C. Tell neither and try to get title to it for my own lake access.
D. Do nothing.
E. Other, please state what...
A
Sounds to me as though the party who had your client's tract created intended to keep that strip of ground.
I would mention what I found, but, would not try to tell the client what he should do about it unless he began to ask for advice.
I agree with cow. Is there value in that 5' strip as lake access?
Dude,
You have GOT to mow your front yard!
There is a 5 foot wide remainder tract of land between the parcels as described in the deed documents of the parcels located within GL 1 and 2. Clearly not an oversight. That 5 foot wide strip belongs to someone and it ain,t the surveyor, his client or the owner to the South. Further research may determining the owner and the whys or it may only reveal that it has fallen through the cracks of the taxing body because no taxes have been payed for years. If no tax's have been payed, the taxing body is charged with offering that strip at auction to the highest bidder in order to recover for the public the lost tax revenues and to get it back in the tax roles. What would I do, show it as a legally created adjoining unit of land that is 5 foot wide.
jud
You definitely need to check on the possibility that an earlier grantor of the north parcel owned other adjacent land and created the 5-ft strip for his own lake access.

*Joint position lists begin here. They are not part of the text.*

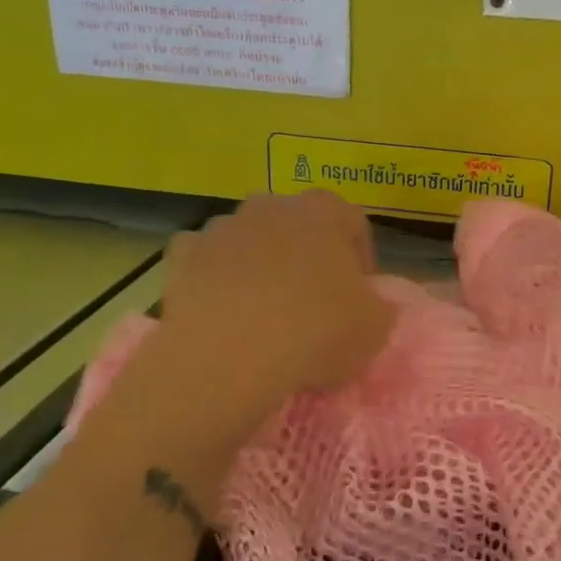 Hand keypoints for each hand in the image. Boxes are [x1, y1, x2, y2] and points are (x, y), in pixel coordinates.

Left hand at [157, 192, 395, 411]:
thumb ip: (378, 306)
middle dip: (305, 255)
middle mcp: (273, 206)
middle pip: (296, 225)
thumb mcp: (375, 328)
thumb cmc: (316, 331)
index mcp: (325, 212)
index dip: (359, 258)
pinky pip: (204, 261)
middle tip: (312, 301)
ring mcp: (223, 226)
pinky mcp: (183, 254)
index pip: (352, 222)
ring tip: (263, 313)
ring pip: (248, 240)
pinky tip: (221, 313)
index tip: (360, 294)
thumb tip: (368, 303)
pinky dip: (213, 279)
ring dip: (258, 265)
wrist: (230, 354) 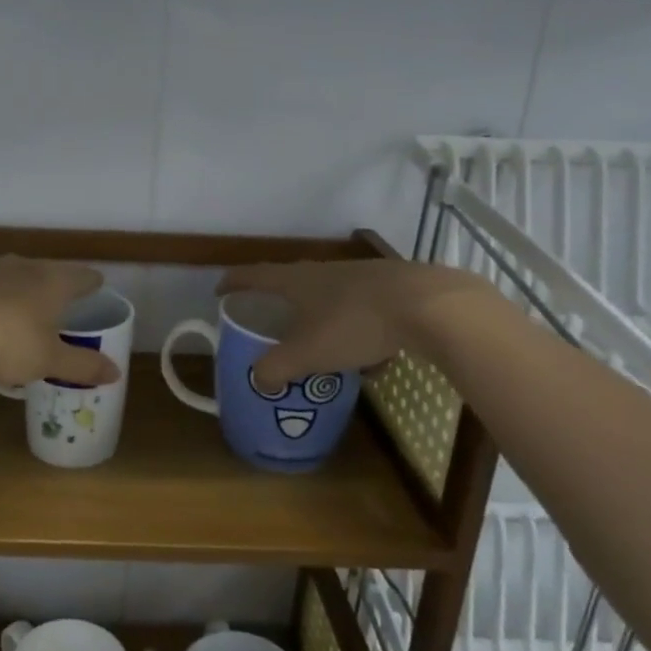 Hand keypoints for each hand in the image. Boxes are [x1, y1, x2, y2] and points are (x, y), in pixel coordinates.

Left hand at [0, 256, 122, 388]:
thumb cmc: (10, 344)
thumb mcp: (50, 361)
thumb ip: (83, 366)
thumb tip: (116, 373)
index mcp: (53, 282)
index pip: (81, 276)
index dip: (91, 282)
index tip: (97, 285)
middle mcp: (23, 267)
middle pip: (47, 270)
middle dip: (55, 283)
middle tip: (60, 298)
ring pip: (13, 274)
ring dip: (21, 287)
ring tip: (22, 305)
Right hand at [217, 258, 503, 386]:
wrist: (430, 306)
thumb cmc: (355, 324)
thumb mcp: (307, 353)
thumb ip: (275, 368)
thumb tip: (258, 380)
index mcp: (297, 281)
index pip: (255, 276)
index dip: (234, 282)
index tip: (220, 290)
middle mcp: (325, 271)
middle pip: (293, 282)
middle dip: (280, 302)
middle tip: (271, 320)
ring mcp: (362, 276)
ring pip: (331, 297)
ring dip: (322, 319)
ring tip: (325, 346)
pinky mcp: (393, 287)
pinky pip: (364, 310)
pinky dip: (359, 330)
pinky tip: (375, 355)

Even if the strip wasn't specifically granted to later buyers of that hypothetical adjacent parcel, might the strip be interpreted as intended to go with it?
A decision a surveyor is not authorized to make. If the record indicts that, that is the case or attaching it to the larger piece would be the logical thing to do, do so using a clear title action of some sort, so the act has a legal paper trail to follow which would protect against a future clouded title issue.
jud
Dude,@>Jack
Would I be the "dude" you're referring to, as in mow my front yard? Well I am going to try and do that tomorrow. A couple of cracked ribs slowed me up this week. Mow it, move the boat over and rig if for sale... but wait a minute, you can't see my yard from Hooostun. You spying on me? 🙂
Dtp
The real question to answer is how to get paid for the additional research that the client didn't ask for and doesn't think thy "need."

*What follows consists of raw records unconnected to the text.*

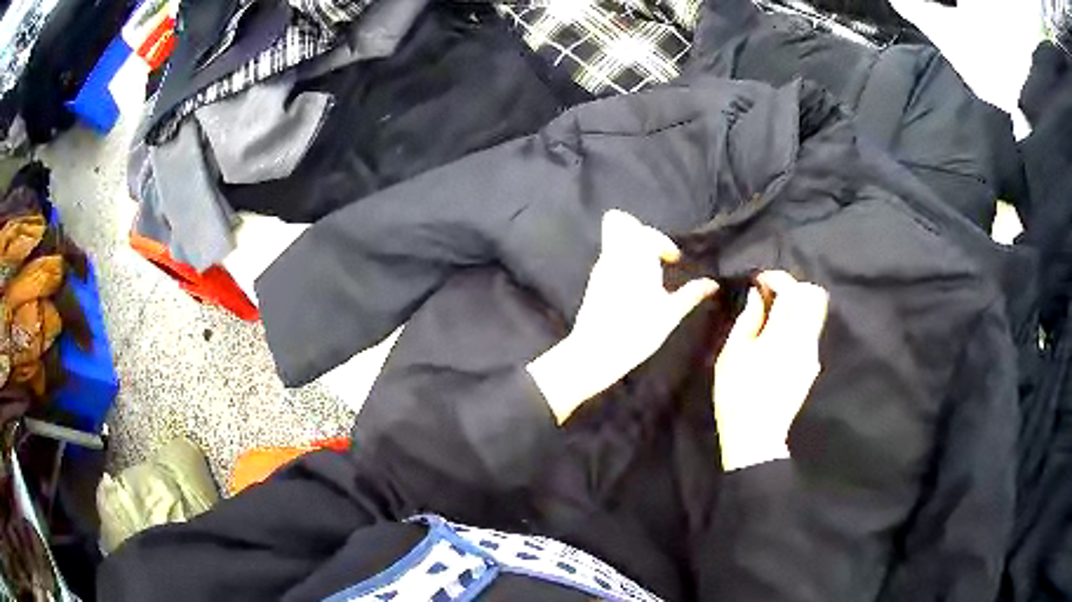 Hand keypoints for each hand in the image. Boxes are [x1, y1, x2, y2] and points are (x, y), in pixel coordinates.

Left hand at [527, 210, 717, 423]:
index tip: (673, 260)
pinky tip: (633, 287)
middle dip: (639, 232)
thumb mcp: (670, 314)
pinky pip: (608, 258)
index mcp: (636, 258)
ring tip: (647, 273)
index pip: (646, 231)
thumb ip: (691, 294)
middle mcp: (615, 256)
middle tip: (655, 254)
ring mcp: (600, 268)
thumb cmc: (638, 331)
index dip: (662, 242)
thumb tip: (712, 284)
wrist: (597, 351)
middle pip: (618, 222)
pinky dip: (622, 262)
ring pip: (611, 239)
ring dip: (630, 247)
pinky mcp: (593, 282)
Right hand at [714, 271, 828, 471]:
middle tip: (771, 296)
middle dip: (794, 288)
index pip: (793, 290)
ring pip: (815, 315)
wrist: (756, 435)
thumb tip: (758, 295)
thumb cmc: (738, 393)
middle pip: (814, 296)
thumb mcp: (733, 353)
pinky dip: (797, 325)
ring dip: (797, 307)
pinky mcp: (811, 367)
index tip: (759, 281)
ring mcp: (811, 354)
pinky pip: (809, 334)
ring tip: (772, 316)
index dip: (777, 279)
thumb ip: (749, 319)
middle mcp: (805, 339)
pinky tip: (777, 340)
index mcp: (784, 333)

Never have been able to bill every hour and price myself out of the market anyway. It is the same clients along with their recommendations that keep most of us in the black.
Doing a little extra won't hurt you, but in this case it would be your obligation to research that 5 foot strip, it joins the clients lands. Is there harmony in the common boundary or does the record create question? It was also stated that relationship with the neighbor South of the 5 foot strip was a little cool.
jud
if there are no adverse claims or issues with your client and neighbor, in Florida, you could introduce a boundary line agreement and see how that works....
Surveying Question, Not Ethics
Most likely it is walking access to the lake. I have seen lake community maps with such strips all over the place. Question is have you seen the creating map for said lake. There are lake communities where the only map is in possession of the lake association. You have yet to complete your research.
Paul in PA
I always show adjoining deed references (not all current owners, I don't garauntee title).
If it's not clear I would probably show the deed reference of the owner who subdivided the lots along with "now or formerly".
Sure, look further if the client wants to pay. Certainly no obligation to discuss it with anyone other than the client. However, the neighbor might have a deed to it that they intend to file next week or something.
Jud makes a good point, it is missing from the tax role.
I also thought about it being intentional for walking access, but if that's the case it has never been used for such.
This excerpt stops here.